Kashmir can't be avoided in Indo-Pak talks: Germany
Germany on Monday said that "deep issues" like Kashmir should be a part of the talks between India and Pakistan as dialogue is the only way to move forward, days after the cancellation of NSA-level talks over India's insistence that Kashmir cannot be on the agenda.
Islamabad: Germany on Monday said that "deep issues" like Kashmir should be a part of the talks between India and Pakistan as dialogue is the only way to move forward, days after the cancellation of NSA-level talks over India's insistence that Kashmir cannot be on the agenda.
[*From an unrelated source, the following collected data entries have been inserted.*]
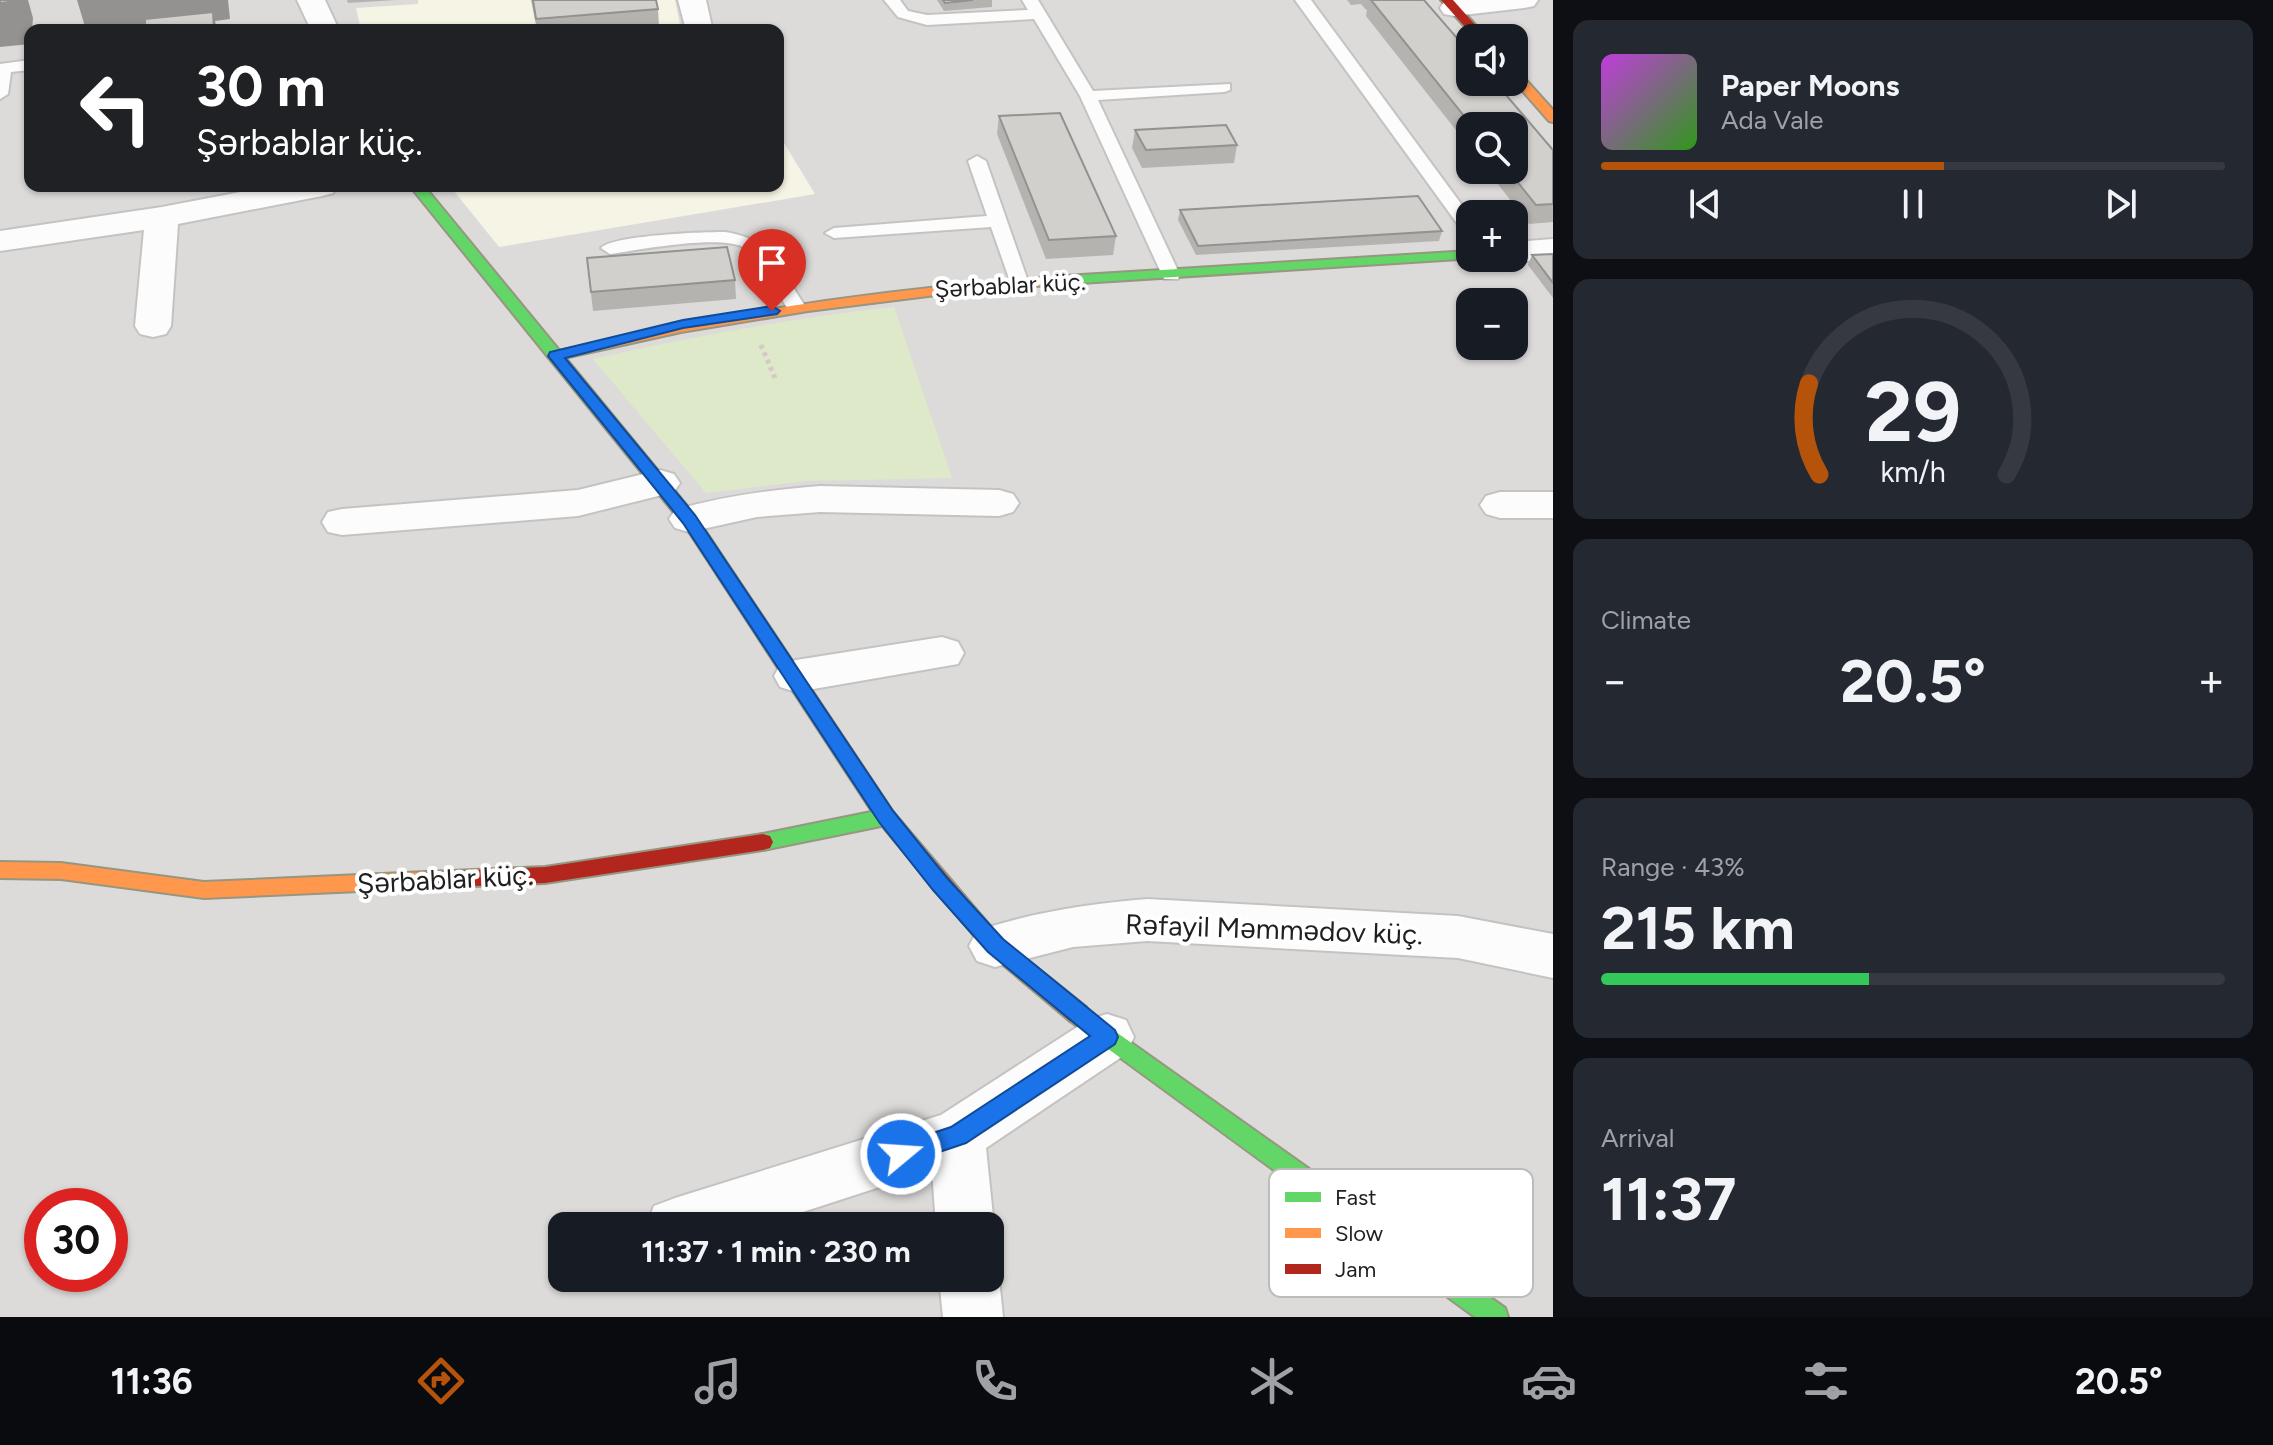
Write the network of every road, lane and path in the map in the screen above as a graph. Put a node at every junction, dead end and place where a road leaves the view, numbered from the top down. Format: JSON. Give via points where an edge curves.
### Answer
{"nodes":[{"id":1,"x":311,"y":0,"type":"edge"},
{"id":2,"x":892,"y":0,"type":"edge"},
{"id":3,"x":1303,"y":0,"type":"edge"},
{"id":4,"x":1524,"y":0,"type":"edge"},
{"id":5,"x":1450,"y":4,"type":"edge"},
{"id":6,"x":1034,"y":7,"type":"edge"},
{"id":7,"x":322,"y":24,"type":"edge"},
{"id":8,"x":1468,"y":24,"type":"edge"},
{"id":9,"x":24,"y":66,"type":"edge"},
{"id":10,"x":2,"y":68,"type":"edge"},
{"id":11,"x":1224,"y":87,"type":"dead end"},
{"id":12,"x":1528,"y":90,"type":"edge"},
{"id":13,"x":0,"y":94,"type":"edge"},
{"id":14,"x":1088,"y":96,"type":"junction"},
{"id":15,"x":1553,"y":118,"type":"edge"},
{"id":16,"x":977,"y":161,"type":"dead end"},
{"id":17,"x":291,"y":192,"type":"edge"},
{"id":18,"x":422,"y":192,"type":"edge"},
{"id":19,"x":1456,"y":210,"type":"edge"},
{"id":20,"x":162,"y":217,"type":"junction"},
{"id":21,"x":998,"y":221,"type":"junction"},
{"id":22,"x":834,"y":233,"type":"dead end"},
{"id":23,"x":0,"y":241,"type":"edge"},
{"id":24,"x":610,"y":248,"type":"dead end"},
{"id":25,"x":1553,"y":249,"type":"edge"},
{"id":26,"x":1528,"y":251,"type":"edge"},
{"id":27,"x":1456,"y":256,"type":"edge"},
{"id":28,"x":1171,"y":275,"type":"junction"},
{"id":29,"x":1020,"y":284,"type":"junction"},
{"id":30,"x":796,"y":307,"type":"junction"},
{"id":31,"x":153,"y":326,"type":"dead end"},
{"id":32,"x":555,"y":356,"type":"junction"},
{"id":33,"x":660,"y":483,"type":"junction"},
{"id":34,"x":999,"y":503,"type":"dead end"},
{"id":35,"x":1500,"y":505,"type":"dead end"},
{"id":36,"x":1553,"y":505,"type":"edge"},
{"id":37,"x":689,"y":519,"type":"junction"},
{"id":38,"x":342,"y":522,"type":"dead end"},
{"id":39,"x":942,"y":653,"type":"dead end"},
{"id":40,"x":796,"y":676,"type":"junction"},
{"id":41,"x":886,"y":817,"type":"junction"},
{"id":42,"x":0,"y":870,"type":"edge"},
{"id":43,"x":995,"y":946,"type":"junction"},
{"id":44,"x":1553,"y":956,"type":"edge"},
{"id":45,"x":1107,"y":1037,"type":"junction"},
{"id":46,"x":957,"y":1136,"type":"junction"},
{"id":47,"x":1290,"y":1169,"type":"edge"},
{"id":48,"x":719,"y":1212,"type":"edge"},
{"id":49,"x":964,"y":1212,"type":"edge"},
{"id":50,"x":970,"y":1292,"type":"edge"},
{"id":51,"x":1468,"y":1297,"type":"edge"},
{"id":52,"x":973,"y":1317,"type":"edge"},
{"id":53,"x":1496,"y":1317,"type":"edge"}],
"edges":[{"from":1,"to":7,"type":"street"},
{"from":2,"to":6,"type":"lane","via":[[903,14],[927,20]]},
{"from":3,"to":19,"type":"lane"},
{"from":4,"to":5,"type":"street"},
{"from":5,"to":8,"type":"street"},
{"from":6,"to":14,"type":"lane"},
{"from":9,"to":10,"type":"lane"},
{"from":10,"to":13,"type":"lane"},
{"from":11,"to":14,"type":"lane"},
{"from":12,"to":15,"type":"street"},
{"from":14,"to":28,"type":"lane"},
{"from":16,"to":21,"type":"lane"},
{"from":17,"to":20,"type":"street"},
{"from":18,"to":32,"type":"street"},
{"from":20,"to":23,"type":"street"},
{"from":20,"to":31,"type":"street"},
{"from":21,"to":22,"type":"lane"},
{"from":21,"to":29,"type":"lane"},
{"from":24,"to":30,"type":"lane","via":[[738,239],[753,245]]},
{"from":25,"to":26,"type":"street"},
{"from":27,"to":28,"type":"street","name":"Şərbablar küç."},
{"from":28,"to":29,"type":"street","name":"Şərbablar küç."},
{"from":29,"to":30,"type":"street","name":"Şərbablar küç.","via":[[951,287]]},
{"from":30,"to":32,"type":"street","name":"Şərbablar küç.","via":[[683,324]]},
{"from":32,"to":33,"type":"street"},
{"from":33,"to":37,"type":"street"},
{"from":33,"to":38,"type":"street","via":[[578,503]]},
{"from":34,"to":37,"type":"street","via":[[820,499],[757,504]]},
{"from":35,"to":36,"type":"street"},
{"from":37,"to":40,"type":"street"},
{"from":39,"to":40,"type":"street"},
{"from":40,"to":41,"type":"street"},
{"from":41,"to":42,"type":"street","name":"Şərbablar küç.","via":[[772,841],[545,875],[204,890],[61,871]]},
{"from":41,"to":43,"type":"street"},
{"from":43,"to":44,"type":"street","name":"Rəfayil Məmmədov küç.","via":[[1073,926],[1147,920],[1458,937]]},
{"from":43,"to":45,"type":"street"},
{"from":45,"to":46,"type":"street"},
{"from":45,"to":47,"type":"street"},
{"from":46,"to":48,"type":"street"},
{"from":46,"to":49,"type":"street"},
{"from":50,"to":52,"type":"street"},
{"from":51,"to":53,"type":"street"}]}
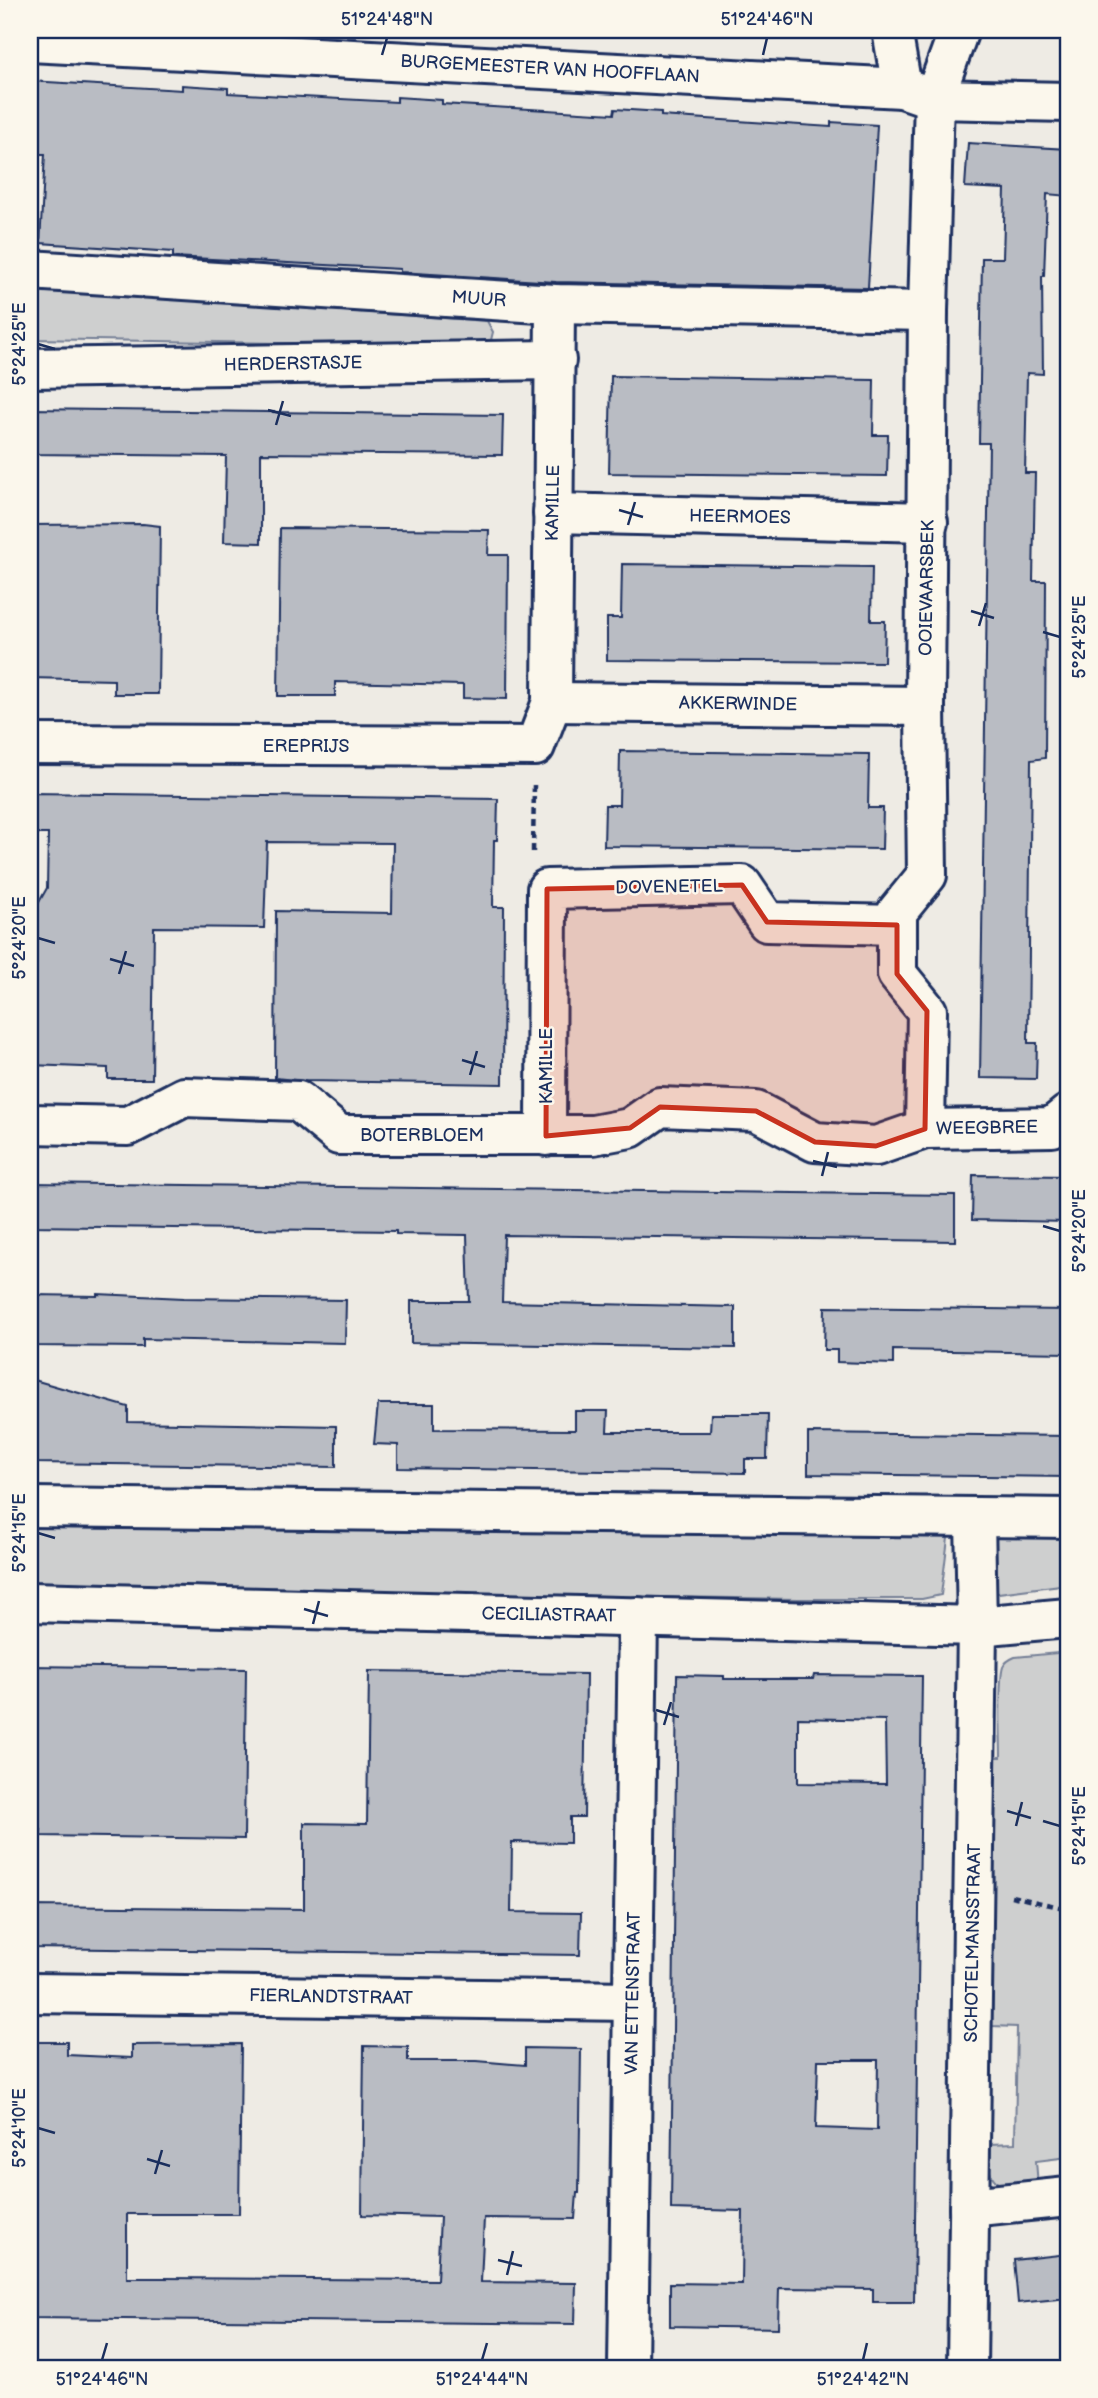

"There are deep issues like Kashmir which cannot be avoided in talks," German Foreign Minister Frank-Walter Steinmeier said here during a joint press conference with National Security Adviser Sartaj Aziz.
Steninmeier, who arrived here last night from Afghanistan leading a delegation of German parliamentarians, said talks are the only way to move forward in the dialogue between the two South Asian neighbours.
He was responding to a question about escalation of tension along the LoC after Pakistan called off NSA-level talks set for August 23 when India made it clear that discussions on Kashmir and a meeting with separatists will not be acceptable.
The German Minister also asked Pakistan to step up campaign against militants and target them without any discrimination.
He encouraged Pakistan to continue to work closely with the Afghanistan government and the international community in the fight against terrorism.
"Close cooperation between neighbouring countries, namely between Afghanistan and Pakistan is a sine qua non for peace and stability ? terrorism does not stop at borders. The fight against terrorism has to be carried on in accordance with the rule of law and human rights," Steinmeier added.
Emphasising on the close ties between Pakistan and Germany, the Minister said that Germany has constantly been active in the energy sector in Pakistan, and its free-of-cost top class universities are increasingly becoming a popular destination for Pakistani students.
Steinmeier also opposed death penalty and urged Pakistan to halt executions which were started in December last year after a moratorium of about six years when Taliban attacked a school and killed 150 people, mostly children.
This was the third time Steinmeier visited Pakistan after two visits in 2007 and 2008 during his first tenure as Federal Foreign Minister.